The records:
----------

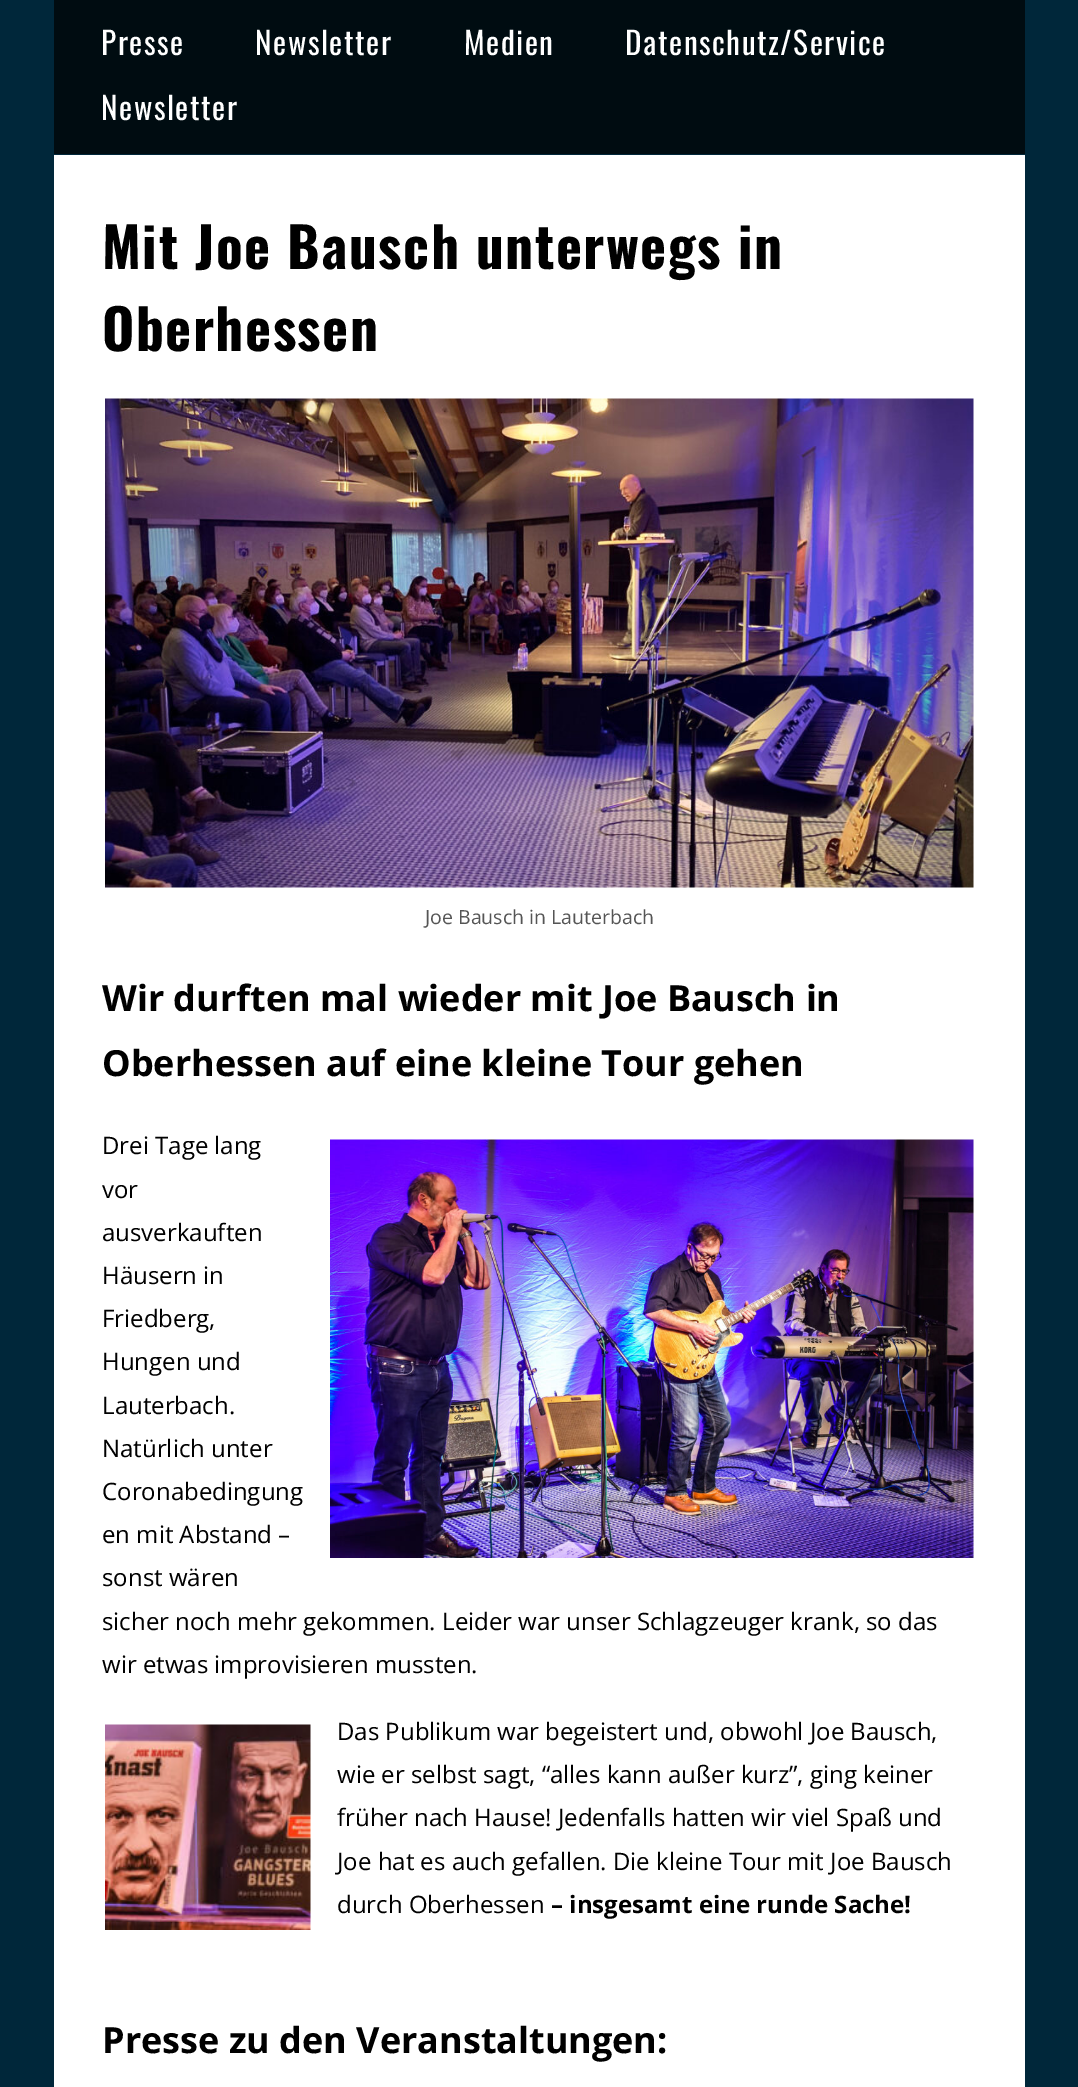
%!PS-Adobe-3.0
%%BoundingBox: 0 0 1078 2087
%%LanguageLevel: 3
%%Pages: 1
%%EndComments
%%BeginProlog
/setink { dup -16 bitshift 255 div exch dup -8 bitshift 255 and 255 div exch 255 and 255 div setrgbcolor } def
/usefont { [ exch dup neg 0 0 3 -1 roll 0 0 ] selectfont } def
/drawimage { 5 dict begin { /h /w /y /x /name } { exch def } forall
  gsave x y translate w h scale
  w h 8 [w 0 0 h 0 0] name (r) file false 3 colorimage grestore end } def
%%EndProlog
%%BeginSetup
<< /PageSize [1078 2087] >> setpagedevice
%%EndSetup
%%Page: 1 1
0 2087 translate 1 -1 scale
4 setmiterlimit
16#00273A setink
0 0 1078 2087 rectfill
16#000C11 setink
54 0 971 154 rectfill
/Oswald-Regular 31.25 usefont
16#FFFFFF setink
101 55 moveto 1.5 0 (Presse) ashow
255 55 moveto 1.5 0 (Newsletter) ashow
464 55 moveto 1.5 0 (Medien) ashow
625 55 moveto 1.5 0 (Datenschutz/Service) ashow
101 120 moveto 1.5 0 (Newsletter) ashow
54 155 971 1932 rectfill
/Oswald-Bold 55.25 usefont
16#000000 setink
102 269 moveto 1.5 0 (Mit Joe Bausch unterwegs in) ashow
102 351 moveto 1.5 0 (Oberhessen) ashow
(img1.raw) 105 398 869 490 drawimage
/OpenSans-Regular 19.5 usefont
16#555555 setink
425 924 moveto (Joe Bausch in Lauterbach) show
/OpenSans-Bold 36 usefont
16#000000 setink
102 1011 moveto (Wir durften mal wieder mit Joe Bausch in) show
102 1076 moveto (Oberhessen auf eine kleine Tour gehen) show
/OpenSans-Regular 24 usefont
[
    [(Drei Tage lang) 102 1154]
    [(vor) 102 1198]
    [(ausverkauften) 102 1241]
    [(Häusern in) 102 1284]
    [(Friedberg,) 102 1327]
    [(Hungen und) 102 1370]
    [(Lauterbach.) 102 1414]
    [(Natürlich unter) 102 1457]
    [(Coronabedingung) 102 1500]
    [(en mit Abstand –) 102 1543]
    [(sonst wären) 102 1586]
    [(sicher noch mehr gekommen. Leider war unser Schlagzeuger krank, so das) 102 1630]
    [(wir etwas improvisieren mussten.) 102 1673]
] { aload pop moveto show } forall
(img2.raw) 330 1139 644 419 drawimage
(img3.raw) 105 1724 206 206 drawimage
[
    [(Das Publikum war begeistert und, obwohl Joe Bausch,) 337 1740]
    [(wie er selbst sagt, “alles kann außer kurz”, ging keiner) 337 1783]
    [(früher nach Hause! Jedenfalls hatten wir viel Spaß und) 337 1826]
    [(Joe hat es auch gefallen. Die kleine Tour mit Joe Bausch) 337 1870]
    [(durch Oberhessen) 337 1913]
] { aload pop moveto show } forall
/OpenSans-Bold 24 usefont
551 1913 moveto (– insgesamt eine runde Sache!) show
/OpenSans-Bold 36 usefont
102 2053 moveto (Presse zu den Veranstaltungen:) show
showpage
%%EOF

----------

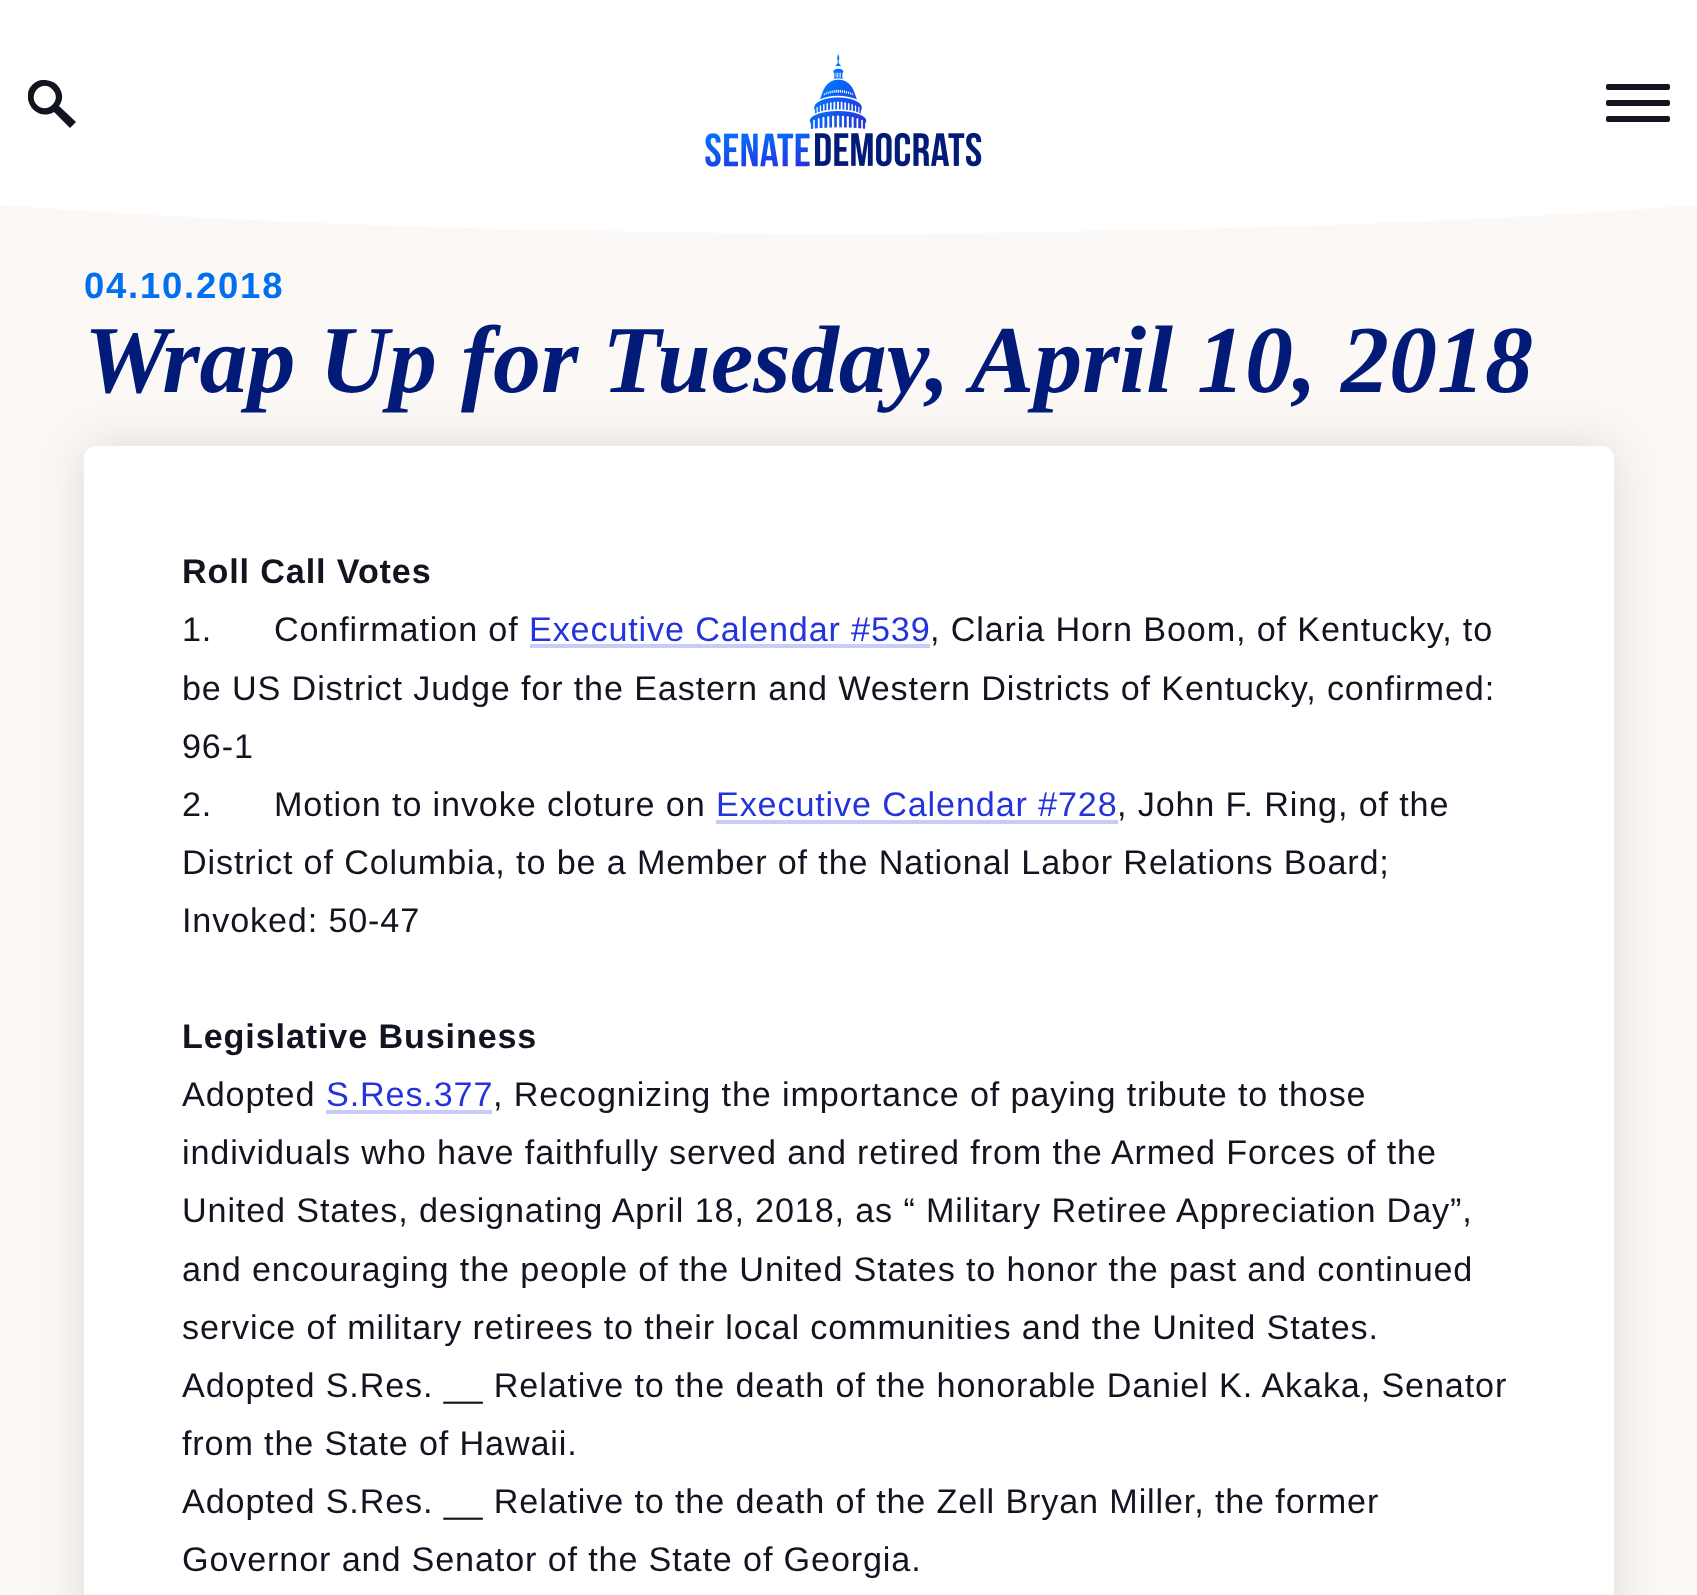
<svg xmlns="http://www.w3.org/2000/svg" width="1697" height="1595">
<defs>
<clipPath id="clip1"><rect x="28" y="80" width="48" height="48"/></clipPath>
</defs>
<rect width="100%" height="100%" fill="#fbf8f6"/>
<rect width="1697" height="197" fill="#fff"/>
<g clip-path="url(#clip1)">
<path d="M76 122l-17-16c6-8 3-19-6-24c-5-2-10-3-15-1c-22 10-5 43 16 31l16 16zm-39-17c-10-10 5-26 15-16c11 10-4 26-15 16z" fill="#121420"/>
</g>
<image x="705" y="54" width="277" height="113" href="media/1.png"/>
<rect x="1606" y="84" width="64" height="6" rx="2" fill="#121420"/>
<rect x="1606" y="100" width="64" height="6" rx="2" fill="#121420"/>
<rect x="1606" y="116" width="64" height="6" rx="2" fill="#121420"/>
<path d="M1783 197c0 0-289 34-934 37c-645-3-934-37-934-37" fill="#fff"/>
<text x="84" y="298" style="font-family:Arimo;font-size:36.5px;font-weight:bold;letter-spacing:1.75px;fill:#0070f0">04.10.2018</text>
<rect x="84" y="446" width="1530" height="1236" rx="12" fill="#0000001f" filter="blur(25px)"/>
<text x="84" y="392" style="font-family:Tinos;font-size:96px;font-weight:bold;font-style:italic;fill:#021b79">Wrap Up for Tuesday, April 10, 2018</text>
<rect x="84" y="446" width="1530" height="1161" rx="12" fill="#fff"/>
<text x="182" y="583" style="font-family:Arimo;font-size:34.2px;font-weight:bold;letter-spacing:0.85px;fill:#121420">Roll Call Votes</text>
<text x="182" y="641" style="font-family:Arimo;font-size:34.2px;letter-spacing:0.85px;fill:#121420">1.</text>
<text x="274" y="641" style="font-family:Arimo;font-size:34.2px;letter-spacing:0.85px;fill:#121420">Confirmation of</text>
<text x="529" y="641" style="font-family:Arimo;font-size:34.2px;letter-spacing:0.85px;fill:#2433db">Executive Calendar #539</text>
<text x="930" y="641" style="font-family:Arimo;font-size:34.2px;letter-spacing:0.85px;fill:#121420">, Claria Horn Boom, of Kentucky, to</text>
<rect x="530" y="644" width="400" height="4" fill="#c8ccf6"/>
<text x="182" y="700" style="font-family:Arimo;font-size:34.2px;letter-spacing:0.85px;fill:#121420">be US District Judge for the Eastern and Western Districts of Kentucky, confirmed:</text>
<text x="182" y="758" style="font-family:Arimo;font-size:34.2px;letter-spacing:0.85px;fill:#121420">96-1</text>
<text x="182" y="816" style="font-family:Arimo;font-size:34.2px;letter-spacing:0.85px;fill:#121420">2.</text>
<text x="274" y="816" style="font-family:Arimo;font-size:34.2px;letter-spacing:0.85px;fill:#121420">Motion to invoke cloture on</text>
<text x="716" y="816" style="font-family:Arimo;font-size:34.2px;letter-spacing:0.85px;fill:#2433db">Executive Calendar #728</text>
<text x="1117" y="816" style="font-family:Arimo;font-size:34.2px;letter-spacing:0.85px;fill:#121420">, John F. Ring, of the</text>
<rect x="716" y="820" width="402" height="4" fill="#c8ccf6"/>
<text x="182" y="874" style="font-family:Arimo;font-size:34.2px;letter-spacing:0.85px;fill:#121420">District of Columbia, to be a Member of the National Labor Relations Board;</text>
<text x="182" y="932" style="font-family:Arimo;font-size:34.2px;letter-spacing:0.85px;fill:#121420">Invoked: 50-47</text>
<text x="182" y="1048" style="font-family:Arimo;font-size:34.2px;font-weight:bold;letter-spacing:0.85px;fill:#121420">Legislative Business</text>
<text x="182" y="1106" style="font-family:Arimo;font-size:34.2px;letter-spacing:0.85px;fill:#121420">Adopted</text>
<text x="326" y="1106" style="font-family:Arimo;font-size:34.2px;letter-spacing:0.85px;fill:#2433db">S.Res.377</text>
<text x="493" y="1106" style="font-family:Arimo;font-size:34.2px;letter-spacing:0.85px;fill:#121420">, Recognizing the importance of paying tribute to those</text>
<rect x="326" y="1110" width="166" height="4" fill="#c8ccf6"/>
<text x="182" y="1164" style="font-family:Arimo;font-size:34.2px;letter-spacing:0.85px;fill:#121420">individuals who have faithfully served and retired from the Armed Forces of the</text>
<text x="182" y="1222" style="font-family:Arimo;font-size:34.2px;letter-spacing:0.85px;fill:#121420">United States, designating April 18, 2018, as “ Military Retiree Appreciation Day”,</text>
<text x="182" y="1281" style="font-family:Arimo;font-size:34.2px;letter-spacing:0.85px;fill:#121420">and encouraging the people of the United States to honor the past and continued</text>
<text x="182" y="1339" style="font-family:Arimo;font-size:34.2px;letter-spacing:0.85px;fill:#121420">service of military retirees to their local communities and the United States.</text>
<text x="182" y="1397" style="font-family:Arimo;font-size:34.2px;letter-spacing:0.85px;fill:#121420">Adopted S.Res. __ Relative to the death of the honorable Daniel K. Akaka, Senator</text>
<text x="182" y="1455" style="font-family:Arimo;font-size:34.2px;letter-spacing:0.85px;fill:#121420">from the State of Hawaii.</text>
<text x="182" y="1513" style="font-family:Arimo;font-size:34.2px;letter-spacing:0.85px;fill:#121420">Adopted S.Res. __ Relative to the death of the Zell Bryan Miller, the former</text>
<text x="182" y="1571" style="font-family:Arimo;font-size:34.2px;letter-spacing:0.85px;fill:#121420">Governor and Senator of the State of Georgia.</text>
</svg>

----------

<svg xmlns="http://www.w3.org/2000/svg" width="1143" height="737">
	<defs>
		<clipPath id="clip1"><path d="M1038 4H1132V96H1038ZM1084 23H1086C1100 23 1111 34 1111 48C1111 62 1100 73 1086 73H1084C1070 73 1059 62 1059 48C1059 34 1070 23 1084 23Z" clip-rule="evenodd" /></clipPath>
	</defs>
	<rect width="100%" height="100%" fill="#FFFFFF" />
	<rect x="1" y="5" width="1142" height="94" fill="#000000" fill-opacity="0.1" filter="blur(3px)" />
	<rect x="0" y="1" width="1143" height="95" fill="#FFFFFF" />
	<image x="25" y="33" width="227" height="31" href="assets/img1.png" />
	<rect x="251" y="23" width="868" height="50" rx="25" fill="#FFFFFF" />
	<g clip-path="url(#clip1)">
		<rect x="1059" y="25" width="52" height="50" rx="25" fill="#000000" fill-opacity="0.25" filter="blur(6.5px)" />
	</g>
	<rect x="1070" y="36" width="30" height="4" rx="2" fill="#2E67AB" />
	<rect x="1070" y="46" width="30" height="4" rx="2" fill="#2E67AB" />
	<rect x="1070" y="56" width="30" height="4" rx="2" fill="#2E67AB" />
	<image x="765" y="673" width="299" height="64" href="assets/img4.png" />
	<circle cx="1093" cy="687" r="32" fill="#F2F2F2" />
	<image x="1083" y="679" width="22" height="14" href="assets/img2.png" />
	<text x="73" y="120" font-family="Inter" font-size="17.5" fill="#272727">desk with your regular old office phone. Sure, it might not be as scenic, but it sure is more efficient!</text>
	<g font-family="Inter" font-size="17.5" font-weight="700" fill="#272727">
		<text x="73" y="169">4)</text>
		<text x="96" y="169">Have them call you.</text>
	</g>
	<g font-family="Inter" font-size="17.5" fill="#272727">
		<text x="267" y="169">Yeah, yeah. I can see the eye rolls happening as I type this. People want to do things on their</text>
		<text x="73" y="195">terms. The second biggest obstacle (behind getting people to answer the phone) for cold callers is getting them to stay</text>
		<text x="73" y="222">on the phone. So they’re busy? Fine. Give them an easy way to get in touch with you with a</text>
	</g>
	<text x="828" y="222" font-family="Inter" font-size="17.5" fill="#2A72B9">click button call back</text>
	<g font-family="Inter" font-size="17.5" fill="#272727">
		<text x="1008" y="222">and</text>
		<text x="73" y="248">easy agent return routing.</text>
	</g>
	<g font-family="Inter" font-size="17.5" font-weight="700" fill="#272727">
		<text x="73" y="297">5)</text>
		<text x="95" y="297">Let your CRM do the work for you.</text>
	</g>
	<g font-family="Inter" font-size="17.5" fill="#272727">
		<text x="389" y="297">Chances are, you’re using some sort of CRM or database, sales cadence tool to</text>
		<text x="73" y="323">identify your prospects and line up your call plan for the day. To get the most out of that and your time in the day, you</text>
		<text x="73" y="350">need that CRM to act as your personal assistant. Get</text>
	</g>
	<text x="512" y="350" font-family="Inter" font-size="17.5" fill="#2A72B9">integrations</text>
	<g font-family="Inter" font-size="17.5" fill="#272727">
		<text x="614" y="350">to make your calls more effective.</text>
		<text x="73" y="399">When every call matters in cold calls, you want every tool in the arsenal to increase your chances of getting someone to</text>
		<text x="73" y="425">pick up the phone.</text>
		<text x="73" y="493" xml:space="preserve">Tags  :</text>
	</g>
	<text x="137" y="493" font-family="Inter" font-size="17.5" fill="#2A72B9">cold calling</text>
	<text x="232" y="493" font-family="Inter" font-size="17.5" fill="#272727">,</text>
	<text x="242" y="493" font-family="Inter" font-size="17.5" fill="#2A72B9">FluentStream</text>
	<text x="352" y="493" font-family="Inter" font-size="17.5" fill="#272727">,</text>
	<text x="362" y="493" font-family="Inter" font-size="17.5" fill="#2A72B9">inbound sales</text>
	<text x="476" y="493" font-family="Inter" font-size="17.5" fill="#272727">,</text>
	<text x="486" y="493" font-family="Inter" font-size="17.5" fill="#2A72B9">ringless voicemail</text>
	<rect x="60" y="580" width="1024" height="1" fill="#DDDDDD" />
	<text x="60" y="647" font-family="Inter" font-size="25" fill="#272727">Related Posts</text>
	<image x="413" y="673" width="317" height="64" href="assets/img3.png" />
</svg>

----------

Description of the task:
Search the entries for "xmlns" and copy each matching line.

Solution to this task:
<svg xmlns="http://www.w3.org/2000/svg" width="1697" height="1595">
<svg xmlns="http://www.w3.org/2000/svg" width="1143" height="737">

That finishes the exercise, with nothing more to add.